(Saved entries)

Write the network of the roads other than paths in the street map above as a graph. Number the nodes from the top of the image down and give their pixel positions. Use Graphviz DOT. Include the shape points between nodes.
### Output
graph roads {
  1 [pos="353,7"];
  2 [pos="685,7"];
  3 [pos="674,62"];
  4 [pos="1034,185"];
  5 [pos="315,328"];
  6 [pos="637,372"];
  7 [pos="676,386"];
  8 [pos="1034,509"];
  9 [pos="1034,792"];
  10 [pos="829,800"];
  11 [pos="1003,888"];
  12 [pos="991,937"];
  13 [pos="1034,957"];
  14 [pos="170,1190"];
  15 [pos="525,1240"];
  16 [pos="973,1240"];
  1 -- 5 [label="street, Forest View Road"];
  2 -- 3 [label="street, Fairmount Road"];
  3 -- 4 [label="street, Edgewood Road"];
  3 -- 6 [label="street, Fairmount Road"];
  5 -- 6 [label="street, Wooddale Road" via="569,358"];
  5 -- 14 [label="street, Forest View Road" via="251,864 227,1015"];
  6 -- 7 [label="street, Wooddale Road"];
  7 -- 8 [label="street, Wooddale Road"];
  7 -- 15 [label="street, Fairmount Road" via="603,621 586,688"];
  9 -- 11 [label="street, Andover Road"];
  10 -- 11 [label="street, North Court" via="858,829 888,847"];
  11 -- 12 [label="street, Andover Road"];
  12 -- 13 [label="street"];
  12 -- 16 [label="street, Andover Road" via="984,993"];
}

-- Assigned task --
Once you have read the records above, set every one of them down again exactly.

-- Answer to the problem --
Write the network of the roads other than paths in the street map above as a graph. Number the nodes from the top of the image down and give their pixel positions. Use Graphviz DOT. Include the shape points between nodes.
### Output
graph roads {
  1 [pos="353,7"];
  2 [pos="685,7"];
  3 [pos="674,62"];
  4 [pos="1034,185"];
  5 [pos="315,328"];
  6 [pos="637,372"];
  7 [pos="676,386"];
  8 [pos="1034,509"];
  9 [pos="1034,792"];
  10 [pos="829,800"];
  11 [pos="1003,888"];
  12 [pos="991,937"];
  13 [pos="1034,957"];
  14 [pos="170,1190"];
  15 [pos="525,1240"];
  16 [pos="973,1240"];
  1 -- 5 [label="street, Forest View Road"];
  2 -- 3 [label="street, Fairmount Road"];
  3 -- 4 [label="street, Edgewood Road"];
  3 -- 6 [label="street, Fairmount Road"];
  5 -- 6 [label="street, Wooddale Road" via="569,358"];
  5 -- 14 [label="street, Forest View Road" via="251,864 227,1015"];
  6 -- 7 [label="street, Wooddale Road"];
  7 -- 8 [label="street, Wooddale Road"];
  7 -- 15 [label="street, Fairmount Road" via="603,621 586,688"];
  9 -- 11 [label="street, Andover Road"];
  10 -- 11 [label="street, North Court" via="858,829 888,847"];
  11 -- 12 [label="street, Andover Road"];
  12 -- 13 [label="street"];
  12 -- 16 [label="street, Andover Road" via="984,993"];
}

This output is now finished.